Input data =>
——————————
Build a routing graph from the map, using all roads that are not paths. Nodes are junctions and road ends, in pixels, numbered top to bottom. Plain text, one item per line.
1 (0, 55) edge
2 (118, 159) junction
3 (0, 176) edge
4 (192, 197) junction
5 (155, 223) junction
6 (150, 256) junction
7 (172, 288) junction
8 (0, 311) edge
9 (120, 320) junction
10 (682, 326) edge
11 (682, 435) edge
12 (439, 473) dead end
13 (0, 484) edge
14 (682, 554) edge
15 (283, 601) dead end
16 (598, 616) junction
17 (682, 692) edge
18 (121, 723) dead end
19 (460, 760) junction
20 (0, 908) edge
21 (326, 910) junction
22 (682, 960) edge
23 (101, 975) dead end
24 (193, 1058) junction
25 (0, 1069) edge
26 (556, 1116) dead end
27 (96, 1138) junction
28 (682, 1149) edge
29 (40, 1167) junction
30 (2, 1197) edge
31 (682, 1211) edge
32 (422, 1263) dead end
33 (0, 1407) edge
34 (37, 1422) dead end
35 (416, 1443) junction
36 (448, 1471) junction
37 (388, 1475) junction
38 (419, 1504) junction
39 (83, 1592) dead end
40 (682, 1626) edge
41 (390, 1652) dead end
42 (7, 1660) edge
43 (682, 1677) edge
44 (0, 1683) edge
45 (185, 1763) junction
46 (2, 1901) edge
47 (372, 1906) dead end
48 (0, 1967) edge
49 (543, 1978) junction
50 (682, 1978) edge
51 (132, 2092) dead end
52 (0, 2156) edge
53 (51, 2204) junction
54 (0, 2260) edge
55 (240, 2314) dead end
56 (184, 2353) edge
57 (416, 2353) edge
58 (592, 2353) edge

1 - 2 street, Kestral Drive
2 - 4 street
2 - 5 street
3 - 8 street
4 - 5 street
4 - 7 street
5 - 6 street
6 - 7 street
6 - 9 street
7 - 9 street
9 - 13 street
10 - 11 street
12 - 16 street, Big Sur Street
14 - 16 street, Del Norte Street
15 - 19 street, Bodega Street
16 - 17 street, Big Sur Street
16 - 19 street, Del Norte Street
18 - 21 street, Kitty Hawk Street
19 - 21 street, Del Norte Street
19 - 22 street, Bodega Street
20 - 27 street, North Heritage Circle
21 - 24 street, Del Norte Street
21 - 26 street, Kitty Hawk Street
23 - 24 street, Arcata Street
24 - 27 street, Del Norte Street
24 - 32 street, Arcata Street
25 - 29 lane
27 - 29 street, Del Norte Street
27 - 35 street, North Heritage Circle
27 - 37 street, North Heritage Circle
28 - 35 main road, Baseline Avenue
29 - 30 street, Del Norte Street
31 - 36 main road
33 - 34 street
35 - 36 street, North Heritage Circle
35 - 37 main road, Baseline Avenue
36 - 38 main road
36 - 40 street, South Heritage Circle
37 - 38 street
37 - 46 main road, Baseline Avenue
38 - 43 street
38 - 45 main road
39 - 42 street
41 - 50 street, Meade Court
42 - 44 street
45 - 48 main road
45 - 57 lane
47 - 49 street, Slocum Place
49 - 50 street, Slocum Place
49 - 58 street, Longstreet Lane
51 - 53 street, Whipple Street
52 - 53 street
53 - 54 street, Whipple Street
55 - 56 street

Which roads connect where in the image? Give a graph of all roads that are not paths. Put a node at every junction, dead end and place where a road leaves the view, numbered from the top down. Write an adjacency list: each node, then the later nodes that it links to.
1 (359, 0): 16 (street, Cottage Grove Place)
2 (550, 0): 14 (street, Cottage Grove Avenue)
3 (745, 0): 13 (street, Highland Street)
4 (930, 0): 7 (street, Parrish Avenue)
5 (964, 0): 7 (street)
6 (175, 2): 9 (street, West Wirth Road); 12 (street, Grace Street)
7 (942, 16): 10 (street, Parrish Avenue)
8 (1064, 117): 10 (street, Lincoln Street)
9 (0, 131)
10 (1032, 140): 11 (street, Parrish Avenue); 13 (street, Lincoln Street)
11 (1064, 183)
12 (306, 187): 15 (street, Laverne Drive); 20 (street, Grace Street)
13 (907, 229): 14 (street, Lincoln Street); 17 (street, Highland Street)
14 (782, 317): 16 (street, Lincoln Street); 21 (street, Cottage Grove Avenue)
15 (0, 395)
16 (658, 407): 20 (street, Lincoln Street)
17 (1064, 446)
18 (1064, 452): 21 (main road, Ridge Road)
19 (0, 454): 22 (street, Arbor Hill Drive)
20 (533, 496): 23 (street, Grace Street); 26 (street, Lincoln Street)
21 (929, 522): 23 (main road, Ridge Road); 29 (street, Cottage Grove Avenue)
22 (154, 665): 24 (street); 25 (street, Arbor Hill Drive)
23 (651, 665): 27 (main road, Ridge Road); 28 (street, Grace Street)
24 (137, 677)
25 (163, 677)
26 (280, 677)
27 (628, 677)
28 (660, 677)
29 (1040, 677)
——————————
Required work => Return each line from the records that includes the word "Slocum".

Task response =>
47 - 49 street, Slocum Place
49 - 50 street, Slocum Place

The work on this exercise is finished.